Employee burnout is a pervasive and serious problem.
In a recent McKinsey study, which evaluated data from 423 companies employing 12 million workers, and polled more than 65,000 employees, it was found that burnout levels are higher for women in the corporate workforce this year than last, and it’s worsening at a faster rate among women than men. In 2021, about 42% of women reported being burned out often or almost always, compared to 32% in 2020.
One solution to the problem that is gaining a lot of traction is the introduction of a 4-day workweek - 32 hours of labour per week rather than 40.
The thinking is that by reducing the time that employees are required to spend doing work, that somehow the extra hours spent away from work will reduce work-related burnout issues.
This of course would make complete sense if we were living in the year 1920 and 'work' involved clocking-in at a factory and then clocking-out at the end of the day. Less time making widgets in a production facility would certainly equal less time working and less work-related stress and burnout.
By Cal Newport in a recent New Yorker article makes an excellent observation, which makes a mockery of this kind of limited, linear thinking.
'The issue - when it comes to the modern-day knowledge worker - is not how many hours you’re now asked to work but the volume of work you’re assigned at any one time.'
'By volume, I’m referring to the total number of obligations that you’re committed to complete—from answering a minor question to finishing a major project. As this volume increases past a certain threshold, the weight of these efforts can become unbearably stressful. Humans are uniquely adept at crafting long-term strategic plans for accomplishing objectives. Our facility with planning, however, falters when confronting an in-box stuffed with hundreds of messages and a task list that fills multiple pages. When there’s too much for us to imagine actually completing, we short-circuit our executive functioning mechanisms, resulting in a feeling of anxious unease.'
Reducing the hours that make up a work week is not going to reduce the volume of work that people are expected to get through - if anything, it could actually compound the issue by forcing people to get through more with less time.
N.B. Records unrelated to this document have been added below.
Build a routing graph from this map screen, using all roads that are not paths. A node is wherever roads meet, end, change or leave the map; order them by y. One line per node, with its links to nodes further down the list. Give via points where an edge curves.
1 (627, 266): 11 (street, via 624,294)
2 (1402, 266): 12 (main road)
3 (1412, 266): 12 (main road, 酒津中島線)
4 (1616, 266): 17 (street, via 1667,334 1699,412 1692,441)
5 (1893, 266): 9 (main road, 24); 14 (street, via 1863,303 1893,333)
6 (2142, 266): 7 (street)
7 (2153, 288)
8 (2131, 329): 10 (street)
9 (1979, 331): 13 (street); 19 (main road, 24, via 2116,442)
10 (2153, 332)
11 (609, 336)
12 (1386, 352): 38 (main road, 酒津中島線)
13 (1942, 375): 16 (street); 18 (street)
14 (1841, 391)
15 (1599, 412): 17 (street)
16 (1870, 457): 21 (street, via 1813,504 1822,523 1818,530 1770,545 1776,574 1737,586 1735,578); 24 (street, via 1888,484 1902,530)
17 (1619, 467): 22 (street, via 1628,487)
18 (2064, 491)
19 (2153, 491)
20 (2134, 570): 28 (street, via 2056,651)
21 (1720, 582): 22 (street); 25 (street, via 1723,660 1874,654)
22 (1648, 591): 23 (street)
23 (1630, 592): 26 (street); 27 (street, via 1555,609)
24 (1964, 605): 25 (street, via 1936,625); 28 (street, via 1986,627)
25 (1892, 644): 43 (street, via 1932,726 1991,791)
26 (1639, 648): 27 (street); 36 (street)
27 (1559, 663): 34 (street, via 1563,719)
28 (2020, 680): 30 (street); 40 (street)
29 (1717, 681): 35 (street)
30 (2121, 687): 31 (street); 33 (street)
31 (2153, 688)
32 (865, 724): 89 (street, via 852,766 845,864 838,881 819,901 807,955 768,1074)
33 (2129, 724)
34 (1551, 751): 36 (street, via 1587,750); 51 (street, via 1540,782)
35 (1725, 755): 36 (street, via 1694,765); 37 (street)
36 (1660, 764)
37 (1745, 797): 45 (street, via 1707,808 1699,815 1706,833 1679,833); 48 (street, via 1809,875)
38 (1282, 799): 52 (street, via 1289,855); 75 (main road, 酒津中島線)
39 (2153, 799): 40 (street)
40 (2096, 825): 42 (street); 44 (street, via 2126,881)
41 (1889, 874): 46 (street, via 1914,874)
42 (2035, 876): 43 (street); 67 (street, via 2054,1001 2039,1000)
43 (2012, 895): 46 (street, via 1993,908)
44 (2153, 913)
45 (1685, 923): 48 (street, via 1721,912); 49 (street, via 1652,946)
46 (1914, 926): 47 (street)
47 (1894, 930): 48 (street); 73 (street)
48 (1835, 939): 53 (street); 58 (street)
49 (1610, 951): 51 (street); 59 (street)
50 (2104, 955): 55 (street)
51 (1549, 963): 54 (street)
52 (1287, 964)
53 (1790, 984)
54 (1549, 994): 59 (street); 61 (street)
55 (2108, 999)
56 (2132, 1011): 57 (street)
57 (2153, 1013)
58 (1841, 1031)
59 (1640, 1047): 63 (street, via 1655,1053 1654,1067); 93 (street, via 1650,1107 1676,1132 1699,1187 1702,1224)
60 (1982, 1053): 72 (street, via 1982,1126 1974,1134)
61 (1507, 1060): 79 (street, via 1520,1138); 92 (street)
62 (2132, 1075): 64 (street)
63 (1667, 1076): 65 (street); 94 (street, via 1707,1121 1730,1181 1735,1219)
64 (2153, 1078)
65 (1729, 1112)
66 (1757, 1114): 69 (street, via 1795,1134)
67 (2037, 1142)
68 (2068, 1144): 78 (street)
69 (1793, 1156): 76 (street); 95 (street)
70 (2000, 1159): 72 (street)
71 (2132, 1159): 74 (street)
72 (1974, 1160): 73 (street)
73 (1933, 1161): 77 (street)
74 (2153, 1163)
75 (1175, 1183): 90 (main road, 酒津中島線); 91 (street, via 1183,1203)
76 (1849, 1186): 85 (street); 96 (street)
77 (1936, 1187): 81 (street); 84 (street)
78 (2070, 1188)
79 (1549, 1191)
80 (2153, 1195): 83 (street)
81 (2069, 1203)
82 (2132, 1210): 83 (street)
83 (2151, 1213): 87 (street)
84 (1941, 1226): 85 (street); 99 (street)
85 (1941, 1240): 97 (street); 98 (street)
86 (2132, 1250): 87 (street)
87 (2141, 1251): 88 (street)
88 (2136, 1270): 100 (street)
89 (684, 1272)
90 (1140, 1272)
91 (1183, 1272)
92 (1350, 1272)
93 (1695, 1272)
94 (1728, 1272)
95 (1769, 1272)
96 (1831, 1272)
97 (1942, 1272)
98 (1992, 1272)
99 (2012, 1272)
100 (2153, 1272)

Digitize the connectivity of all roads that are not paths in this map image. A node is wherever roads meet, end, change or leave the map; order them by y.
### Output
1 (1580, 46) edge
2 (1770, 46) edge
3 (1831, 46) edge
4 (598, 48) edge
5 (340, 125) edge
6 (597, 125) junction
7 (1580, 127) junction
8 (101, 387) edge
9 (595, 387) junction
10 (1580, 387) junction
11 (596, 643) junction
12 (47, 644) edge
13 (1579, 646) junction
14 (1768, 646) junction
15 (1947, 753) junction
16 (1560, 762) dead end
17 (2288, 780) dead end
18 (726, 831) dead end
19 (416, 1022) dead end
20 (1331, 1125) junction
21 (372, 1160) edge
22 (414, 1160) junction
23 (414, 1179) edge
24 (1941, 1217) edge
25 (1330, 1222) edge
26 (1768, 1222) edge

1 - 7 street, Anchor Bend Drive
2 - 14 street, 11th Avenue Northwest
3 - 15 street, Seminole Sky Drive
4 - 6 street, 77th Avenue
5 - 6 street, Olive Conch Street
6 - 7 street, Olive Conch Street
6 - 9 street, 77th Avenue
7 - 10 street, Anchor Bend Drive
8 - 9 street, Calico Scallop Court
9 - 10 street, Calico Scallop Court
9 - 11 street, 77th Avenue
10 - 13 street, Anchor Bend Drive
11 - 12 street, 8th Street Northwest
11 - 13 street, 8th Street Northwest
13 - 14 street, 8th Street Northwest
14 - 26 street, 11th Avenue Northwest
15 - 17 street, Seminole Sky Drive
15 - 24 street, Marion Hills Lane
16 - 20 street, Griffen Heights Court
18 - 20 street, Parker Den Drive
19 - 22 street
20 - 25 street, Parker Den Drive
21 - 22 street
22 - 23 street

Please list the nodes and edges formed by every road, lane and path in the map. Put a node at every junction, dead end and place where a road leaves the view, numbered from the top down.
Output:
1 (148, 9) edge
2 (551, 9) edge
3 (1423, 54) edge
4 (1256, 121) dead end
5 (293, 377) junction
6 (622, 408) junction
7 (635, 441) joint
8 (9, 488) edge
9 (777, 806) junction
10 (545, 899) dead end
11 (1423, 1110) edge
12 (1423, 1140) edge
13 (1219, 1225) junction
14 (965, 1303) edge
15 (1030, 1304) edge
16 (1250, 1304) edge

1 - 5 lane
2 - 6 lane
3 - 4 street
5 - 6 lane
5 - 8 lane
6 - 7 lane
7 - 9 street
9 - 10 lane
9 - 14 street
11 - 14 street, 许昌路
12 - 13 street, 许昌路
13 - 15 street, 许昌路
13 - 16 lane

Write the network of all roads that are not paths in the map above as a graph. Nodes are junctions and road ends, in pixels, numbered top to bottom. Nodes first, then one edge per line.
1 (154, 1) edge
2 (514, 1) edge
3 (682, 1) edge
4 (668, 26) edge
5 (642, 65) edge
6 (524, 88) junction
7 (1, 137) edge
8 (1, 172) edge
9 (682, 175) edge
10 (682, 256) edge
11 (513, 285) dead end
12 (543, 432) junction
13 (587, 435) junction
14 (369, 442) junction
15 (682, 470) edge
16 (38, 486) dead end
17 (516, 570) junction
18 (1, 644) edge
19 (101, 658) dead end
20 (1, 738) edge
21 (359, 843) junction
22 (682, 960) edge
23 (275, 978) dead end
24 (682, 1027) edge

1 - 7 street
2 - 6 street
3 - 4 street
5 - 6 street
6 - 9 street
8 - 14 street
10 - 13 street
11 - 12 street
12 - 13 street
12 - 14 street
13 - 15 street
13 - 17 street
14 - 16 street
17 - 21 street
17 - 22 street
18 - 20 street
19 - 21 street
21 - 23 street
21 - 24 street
The solution rather is a ceiling on the sheer number of tasks workers need to deliver.
Reduce the workload you give people and you lessen the burden.
Managers will then need to put a lot more effort into exactly what work really needs to be assigned to staff, rather than just firing off tasks at random to people.
By carefully considering and limiting the total workload volume that is distributed to employees, companies will ironically also get more done and produce a higher quality of work from less stressed employees.
Less work, better work, slower working - these are the key concepts that should be explored here before blindly assuming that a shorter workweek will somehow make the problem go away.